I don't think there needs to be a central "stability" section. The package description format is versioned and mostly backwards + forwards compatible. All changes to package descriptions are already mentioned there in the version history. The library is under PVP and has its own API description, which can document which parts of its surface are fragile. And none of the big changes were documented anywhere in the "stability" section, but could be found in the changelogs. In my opinion the stability section currently looks like it might contain actually useful information about changes to cabal for users, but it doesn't document any of the really relevant changes.
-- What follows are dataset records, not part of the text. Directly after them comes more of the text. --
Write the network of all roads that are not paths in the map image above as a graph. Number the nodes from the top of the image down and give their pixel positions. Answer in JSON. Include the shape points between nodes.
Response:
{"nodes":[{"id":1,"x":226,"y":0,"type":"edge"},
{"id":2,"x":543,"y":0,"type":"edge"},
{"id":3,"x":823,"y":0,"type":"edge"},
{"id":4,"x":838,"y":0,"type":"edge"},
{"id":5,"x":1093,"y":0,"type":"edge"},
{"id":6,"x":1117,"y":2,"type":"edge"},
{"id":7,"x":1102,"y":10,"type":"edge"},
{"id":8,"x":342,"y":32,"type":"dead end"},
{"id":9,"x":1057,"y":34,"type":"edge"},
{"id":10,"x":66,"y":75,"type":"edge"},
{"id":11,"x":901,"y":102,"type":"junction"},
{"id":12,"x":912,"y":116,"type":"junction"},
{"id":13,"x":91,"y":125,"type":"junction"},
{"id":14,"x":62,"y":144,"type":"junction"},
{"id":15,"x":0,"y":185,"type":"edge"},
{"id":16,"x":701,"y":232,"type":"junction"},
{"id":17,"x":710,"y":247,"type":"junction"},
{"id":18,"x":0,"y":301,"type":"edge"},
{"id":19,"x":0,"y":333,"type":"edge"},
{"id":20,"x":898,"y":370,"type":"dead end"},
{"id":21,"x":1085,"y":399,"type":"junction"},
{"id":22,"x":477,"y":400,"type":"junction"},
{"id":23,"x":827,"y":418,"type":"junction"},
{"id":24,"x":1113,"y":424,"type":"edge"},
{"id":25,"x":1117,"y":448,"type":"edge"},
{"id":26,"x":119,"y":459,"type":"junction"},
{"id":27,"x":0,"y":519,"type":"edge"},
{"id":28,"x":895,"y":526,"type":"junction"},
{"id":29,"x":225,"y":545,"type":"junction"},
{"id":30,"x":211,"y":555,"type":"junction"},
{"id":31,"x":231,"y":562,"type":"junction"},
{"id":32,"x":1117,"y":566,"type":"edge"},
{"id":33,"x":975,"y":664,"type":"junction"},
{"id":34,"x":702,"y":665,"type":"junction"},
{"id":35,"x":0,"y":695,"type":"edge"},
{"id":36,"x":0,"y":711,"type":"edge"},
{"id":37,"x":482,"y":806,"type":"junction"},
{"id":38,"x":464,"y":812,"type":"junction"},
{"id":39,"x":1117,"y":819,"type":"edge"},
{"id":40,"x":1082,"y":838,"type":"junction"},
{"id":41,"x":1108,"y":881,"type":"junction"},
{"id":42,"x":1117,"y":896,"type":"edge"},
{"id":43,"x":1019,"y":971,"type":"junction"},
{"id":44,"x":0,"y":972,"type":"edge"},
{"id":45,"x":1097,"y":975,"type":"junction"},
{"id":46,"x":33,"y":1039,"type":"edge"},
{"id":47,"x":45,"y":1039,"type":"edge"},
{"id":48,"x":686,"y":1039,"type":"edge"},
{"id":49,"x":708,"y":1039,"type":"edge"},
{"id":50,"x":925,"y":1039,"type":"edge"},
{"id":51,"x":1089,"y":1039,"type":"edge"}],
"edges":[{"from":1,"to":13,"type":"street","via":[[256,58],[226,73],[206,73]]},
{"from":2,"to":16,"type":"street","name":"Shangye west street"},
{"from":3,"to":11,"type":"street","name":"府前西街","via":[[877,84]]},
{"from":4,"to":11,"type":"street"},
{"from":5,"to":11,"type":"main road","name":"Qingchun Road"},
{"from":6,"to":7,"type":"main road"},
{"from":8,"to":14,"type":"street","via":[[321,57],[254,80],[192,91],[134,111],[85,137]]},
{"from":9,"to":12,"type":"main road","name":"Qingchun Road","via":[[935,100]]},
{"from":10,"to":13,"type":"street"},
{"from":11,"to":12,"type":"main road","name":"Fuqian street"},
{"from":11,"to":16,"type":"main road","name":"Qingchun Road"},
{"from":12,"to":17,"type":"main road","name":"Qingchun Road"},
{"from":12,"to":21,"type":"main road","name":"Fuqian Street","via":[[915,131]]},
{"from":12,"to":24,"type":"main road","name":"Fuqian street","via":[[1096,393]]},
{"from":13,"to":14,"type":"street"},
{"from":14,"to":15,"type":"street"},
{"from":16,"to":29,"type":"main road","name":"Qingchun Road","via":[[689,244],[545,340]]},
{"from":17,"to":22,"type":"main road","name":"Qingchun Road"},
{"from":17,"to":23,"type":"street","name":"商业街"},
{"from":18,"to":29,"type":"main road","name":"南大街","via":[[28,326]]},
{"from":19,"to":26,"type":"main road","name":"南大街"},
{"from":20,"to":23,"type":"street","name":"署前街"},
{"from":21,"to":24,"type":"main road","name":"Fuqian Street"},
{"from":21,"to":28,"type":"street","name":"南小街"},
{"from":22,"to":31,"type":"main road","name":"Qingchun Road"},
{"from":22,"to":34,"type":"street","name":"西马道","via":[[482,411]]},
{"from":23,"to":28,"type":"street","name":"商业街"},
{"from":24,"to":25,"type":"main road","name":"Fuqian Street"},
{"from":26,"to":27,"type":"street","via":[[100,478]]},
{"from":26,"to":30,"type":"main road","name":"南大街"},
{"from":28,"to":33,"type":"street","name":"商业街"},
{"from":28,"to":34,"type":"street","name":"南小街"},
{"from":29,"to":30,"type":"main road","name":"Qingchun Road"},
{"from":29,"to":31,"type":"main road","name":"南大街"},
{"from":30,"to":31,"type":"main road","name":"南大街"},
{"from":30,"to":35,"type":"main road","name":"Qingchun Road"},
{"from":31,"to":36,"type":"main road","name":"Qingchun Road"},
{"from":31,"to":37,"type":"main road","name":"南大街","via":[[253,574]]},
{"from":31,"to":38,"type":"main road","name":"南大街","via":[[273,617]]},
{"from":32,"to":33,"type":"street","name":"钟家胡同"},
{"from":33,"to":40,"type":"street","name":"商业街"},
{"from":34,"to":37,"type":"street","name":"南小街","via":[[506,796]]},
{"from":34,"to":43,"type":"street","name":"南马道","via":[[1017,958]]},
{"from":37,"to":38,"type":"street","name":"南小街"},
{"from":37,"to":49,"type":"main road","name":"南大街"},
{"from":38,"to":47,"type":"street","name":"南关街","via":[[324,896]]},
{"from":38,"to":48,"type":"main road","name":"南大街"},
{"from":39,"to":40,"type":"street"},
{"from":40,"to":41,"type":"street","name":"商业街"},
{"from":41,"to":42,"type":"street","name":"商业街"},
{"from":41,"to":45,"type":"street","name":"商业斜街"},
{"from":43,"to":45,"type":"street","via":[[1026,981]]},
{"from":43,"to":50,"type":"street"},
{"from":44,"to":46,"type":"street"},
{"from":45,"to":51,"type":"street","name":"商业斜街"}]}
Comment on lines +7 to +21
Finding Help
------------

If you are new to Haskell and Cabal, then you can find help in the `Haskell Matrix <https://matrix.to/#/#haskell:matrix.org>`__ chat or on the official `Haskell Discourse <https://discourse.haskell.org>`__ forum.

If you want to contact the maintainers and developers of cabal, then you can join the `Cabal and Hackage Matrix <https://matrix.to/#/#hackage:matrix.org>`__ chat.
If you prefer to use mailing lists, then you can follow `[email protected] <https://mail.haskell.org/mailman/listinfo/libraries>`__ for general discussion and queries about the library ecosystem, and `[email protected] <https://mail.haskell.org/mailman/listinfo/cabal-devel>`__ for the development of Cabal.

Reporting Issues and Requesting Features
----------------------------------------

Cabal is developed on `GitHub <https://github.com/haskell/cabal>`__.
Please report any flaws or feature requests on the `issue
tracker <https://github.com/haskell/cabal/issues>`__.
If you want to start contributing to Cabal yourself, then you can find help in the `CONTRIBUTING.md <https://github.com/haskell/cabal/blob/master/CONTRIBUTING.md>`__ in the repository.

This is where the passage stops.